* **Directions**:
How many lines below hold "Favaro"? Answer with only the number.

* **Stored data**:
===============
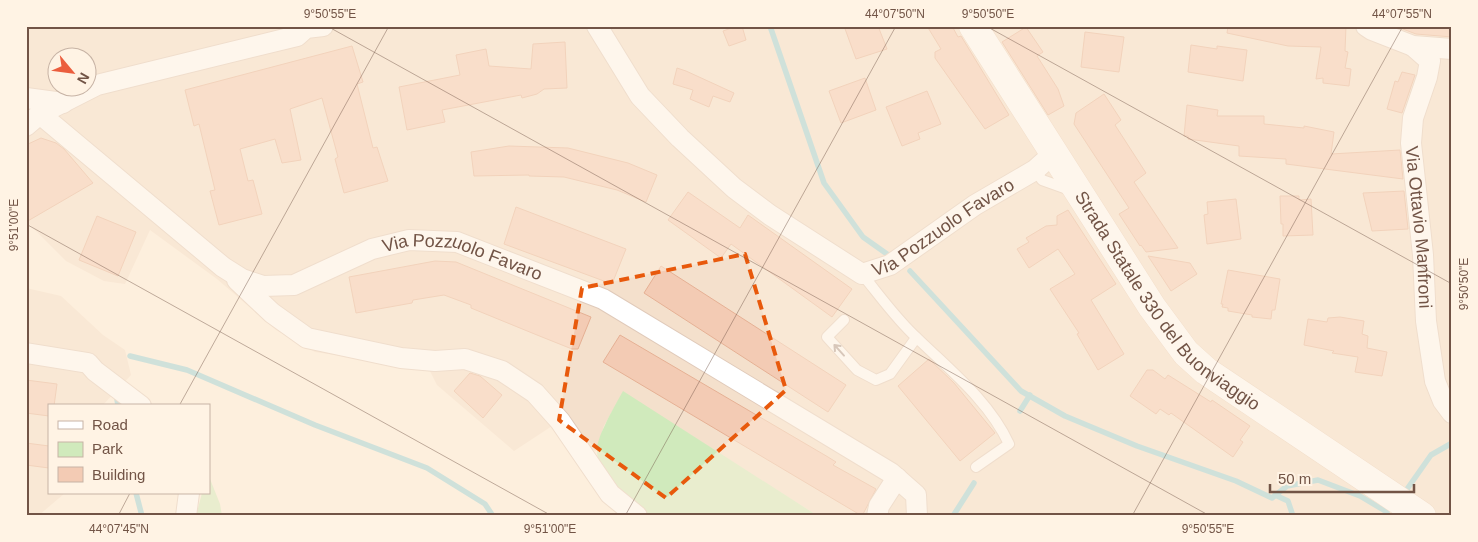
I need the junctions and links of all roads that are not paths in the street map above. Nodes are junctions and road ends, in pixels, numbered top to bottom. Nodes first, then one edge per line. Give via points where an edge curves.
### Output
1 (323, 26) edge
2 (597, 26) edge
3 (973, 26) edge
4 (1366, 26) edge
5 (1413, 46) junction
6 (1452, 49) edge
7 (26, 98) edge
8 (63, 103) junction
9 (33, 120) edge
10 (1045, 161) junction
11 (223, 267) junction
12 (862, 274) junction
13 (844, 320) dead end
14 (916, 338) junction
15 (26, 353) edge
16 (138, 404) edge
17 (1452, 413) edge
18 (976, 467) dead end
19 (898, 478) junction
20 (189, 494) edge
21 (186, 516) edge
22 (637, 516) edge
23 (877, 516) edge
24 (917, 516) edge
25 (1422, 516) edge

1 - 8 street, Via Pozzuolo Favaro via 306,28 287,39 97,85
2 - 12 street, Via Pozzuolo Favaro via 640,96 680,138 734,188 770,215
3 - 10 main road, Strada Statale 330 del Buonviaggio
4 - 5 street
5 - 6 street
5 - 17 street, Via Ottavio Manfroni via 1430,61 1413,118 1411,143 1423,255 1426,321 1435,382
7 - 8 street
8 - 9 street, Via Pozzuolo Favaro
9 - 11 street, Via Pozzuolo Favaro
10 - 12 street, Via Pozzuolo Favaro via 975,204 890,266
10 - 25 main road, Strada Statale 330 del Buonviaggio via 1080,194 1152,307 1186,353 1206,371
11 - 19 street, Via Pozzuolo Favaro via 242,279 263,286 294,285 372,249 409,240 457,242 602,299
11 - 22 street via 272,313 307,338 401,358 466,359 502,371 535,392 610,494
12 - 14 lane
14 -> 13 lane via 890,374 876,380 857,370 827,337
14 - 18 lane via 980,401 1002,428 1009,444
15 - 16 street via 88,363
19 - 23 street via 879,506
19 - 24 street, Via Pozzuolo Favaro via 916,495
20 - 21 street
===============
* **Written solution**:
7